The achievements of RAND stem from its development of systems analysis. Important contributions are claimed in space systems and the United States' space program, in computing and in artificial intelligence. RAND researchers developed many of the principles that were used to build the Internet. Numerous analytical techniques were invented at RAND, including dynamic programming, game theory, the Delphi method, linear programming, systems analysis, and exploratory modeling. RAND also pioneered the development and use of wargaming. Current areas of expertise include: child policy, civil and criminal justice, education, environment and energy, health, international policy, labor markets, national security, infrastructure, energy, environment, corporate governance, economic development, intelligence policy, long-range planning, crisis management and disaster preparation, population and regional studies, science and technology, social welfare, terrorism, arts policy, and transportation. RAND designed and conducted one of the largest and most important studies of health insurance between 1974 and 1982. The RAND Health Insurance Experiment, funded by the then-U.S. Department of Health, Education and Welfare, established an insurance corporation to compare demand for health services with their cost to the patient. According to the 2005 annual report, "about one-half of RAND's research involves national security issues." The RAND Corporation posts all of its unclassified reports, in full, on its website www.rand.org.

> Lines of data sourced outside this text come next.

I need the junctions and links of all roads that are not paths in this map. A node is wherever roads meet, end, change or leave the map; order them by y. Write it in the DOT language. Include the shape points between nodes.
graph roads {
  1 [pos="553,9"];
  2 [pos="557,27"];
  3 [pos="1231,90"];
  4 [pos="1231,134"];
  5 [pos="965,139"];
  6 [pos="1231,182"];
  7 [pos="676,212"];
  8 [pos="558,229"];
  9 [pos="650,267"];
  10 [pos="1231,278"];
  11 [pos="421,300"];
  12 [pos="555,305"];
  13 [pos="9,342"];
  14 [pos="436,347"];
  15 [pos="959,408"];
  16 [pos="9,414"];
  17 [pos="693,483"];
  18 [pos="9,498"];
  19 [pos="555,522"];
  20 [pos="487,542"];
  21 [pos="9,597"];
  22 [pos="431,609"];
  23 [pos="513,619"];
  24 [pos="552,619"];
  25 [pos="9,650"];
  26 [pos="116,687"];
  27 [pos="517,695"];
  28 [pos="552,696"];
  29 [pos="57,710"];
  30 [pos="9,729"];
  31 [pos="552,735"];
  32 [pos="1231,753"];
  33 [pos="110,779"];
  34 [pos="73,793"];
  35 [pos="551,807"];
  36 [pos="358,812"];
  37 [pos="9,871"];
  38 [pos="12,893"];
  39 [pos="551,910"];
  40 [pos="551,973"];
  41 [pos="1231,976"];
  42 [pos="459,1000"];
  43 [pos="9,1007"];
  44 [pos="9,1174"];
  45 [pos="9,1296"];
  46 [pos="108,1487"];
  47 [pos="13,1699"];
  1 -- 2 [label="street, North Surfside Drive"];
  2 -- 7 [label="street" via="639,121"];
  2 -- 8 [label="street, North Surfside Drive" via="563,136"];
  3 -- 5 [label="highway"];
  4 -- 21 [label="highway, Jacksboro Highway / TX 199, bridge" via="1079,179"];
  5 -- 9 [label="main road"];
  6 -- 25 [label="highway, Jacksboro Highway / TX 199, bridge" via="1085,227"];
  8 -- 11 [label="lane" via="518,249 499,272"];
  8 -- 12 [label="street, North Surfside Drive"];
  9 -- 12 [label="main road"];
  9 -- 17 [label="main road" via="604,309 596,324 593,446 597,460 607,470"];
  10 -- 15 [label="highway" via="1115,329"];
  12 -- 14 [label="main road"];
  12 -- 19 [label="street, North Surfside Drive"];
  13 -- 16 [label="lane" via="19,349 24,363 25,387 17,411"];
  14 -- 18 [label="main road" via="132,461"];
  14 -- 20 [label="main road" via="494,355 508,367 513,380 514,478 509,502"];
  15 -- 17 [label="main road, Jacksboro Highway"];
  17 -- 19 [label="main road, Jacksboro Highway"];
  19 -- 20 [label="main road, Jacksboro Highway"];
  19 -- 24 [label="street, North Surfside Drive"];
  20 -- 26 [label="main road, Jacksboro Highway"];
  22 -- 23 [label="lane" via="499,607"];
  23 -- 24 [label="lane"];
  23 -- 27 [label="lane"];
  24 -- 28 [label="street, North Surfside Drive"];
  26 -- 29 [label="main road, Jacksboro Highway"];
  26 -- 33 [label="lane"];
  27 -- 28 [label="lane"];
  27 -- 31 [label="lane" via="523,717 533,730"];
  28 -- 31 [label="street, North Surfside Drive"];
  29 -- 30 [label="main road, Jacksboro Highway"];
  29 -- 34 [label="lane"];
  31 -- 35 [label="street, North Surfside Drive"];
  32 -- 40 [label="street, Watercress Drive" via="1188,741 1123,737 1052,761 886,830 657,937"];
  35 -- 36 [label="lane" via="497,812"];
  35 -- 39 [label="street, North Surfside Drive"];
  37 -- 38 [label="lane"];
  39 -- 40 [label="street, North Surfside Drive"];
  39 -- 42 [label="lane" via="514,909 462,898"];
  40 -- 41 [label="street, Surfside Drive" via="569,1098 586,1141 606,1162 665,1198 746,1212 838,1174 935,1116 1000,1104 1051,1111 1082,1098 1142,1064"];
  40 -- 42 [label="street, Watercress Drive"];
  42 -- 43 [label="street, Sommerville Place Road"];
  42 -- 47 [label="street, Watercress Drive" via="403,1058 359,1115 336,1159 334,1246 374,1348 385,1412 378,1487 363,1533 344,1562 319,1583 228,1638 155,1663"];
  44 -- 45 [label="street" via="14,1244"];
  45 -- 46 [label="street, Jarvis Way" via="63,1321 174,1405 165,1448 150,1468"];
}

Cecil Hastings — programmer, wrote software engineering classic, Approximations for Digital Computers (Princeton 1955)
The RAND Corporation has been criticized as militarist and as part of the military-industrial complex. Many of the events in which RAND plays a part are based on assumptions which are hard to verify because of the lack of detail on RAND's highly classified work for defense and intelligence agencies. Some RAND participants who have gone on to large roles are often believed to have had a role in shaping RAND research. Due to the nature of its work, the RAND corporation also frequently plays a role in conspiracy theories.
In the show King of the Hill, Dale Gribble says that the RAND corporation is involved with unknowingly tattooing barcodes on American citizens.